PROBLEM DESCRIPTION: Working through the lines below, return each one that holds "Parkway".

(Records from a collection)
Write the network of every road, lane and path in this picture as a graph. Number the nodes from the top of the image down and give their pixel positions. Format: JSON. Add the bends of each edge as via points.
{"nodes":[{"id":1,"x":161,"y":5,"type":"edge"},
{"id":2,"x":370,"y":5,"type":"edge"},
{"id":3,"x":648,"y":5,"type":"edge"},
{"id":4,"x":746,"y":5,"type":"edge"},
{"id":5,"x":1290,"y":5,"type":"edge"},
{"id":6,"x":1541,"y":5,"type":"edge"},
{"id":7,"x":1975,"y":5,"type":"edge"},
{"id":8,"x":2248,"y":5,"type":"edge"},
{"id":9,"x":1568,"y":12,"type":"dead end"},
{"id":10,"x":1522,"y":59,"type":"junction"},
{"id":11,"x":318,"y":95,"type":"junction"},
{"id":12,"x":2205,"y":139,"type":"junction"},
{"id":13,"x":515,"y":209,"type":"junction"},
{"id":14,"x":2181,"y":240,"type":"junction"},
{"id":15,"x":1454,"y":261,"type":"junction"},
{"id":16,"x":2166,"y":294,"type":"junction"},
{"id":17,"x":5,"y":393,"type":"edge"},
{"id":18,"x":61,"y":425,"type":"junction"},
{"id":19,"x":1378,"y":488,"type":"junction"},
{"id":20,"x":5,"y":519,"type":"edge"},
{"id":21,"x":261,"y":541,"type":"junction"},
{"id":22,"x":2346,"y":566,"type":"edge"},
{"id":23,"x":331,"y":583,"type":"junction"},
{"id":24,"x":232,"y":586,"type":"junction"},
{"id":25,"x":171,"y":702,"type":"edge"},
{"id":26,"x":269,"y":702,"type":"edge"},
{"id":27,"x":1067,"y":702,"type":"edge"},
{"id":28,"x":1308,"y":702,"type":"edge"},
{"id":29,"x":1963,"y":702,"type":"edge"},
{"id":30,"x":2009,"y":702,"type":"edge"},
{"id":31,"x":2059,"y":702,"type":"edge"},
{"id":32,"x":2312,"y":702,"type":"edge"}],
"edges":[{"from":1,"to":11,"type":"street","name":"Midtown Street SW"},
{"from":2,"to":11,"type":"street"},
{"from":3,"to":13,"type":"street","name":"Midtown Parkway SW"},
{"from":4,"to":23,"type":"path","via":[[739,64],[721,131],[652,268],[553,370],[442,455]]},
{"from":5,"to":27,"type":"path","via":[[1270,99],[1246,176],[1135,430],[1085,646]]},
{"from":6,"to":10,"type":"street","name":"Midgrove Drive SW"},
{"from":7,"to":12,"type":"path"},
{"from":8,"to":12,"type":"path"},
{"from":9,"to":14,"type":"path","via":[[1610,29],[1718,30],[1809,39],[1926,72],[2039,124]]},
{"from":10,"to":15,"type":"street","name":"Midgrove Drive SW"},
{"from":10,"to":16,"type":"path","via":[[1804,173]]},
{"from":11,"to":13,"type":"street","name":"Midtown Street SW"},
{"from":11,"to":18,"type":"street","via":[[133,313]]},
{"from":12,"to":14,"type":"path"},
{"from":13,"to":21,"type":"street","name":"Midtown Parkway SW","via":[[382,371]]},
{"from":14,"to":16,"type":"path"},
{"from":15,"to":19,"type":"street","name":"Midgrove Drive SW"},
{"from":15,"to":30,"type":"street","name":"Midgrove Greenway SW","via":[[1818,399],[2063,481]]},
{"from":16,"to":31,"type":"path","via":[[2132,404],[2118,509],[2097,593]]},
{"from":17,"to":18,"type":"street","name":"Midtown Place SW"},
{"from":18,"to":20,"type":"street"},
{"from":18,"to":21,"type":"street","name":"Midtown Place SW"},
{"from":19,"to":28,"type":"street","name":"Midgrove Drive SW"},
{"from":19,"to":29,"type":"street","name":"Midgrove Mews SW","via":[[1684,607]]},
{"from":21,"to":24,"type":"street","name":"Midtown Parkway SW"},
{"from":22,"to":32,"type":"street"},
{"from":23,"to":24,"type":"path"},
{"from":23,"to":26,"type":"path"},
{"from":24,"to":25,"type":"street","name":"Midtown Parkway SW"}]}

RESULT OF THE EXERCISE:
{"from":3,"to":13,"type":"street","name":"Midtown Parkway SW"},
{"from":13,"to":21,"type":"street","name":"Midtown Parkway SW","via":[[382,371]]},
{"from":21,"to":24,"type":"street","name":"Midtown Parkway SW"},
{"from":24,"to":25,"type":"street","name":"Midtown Parkway SW"}]}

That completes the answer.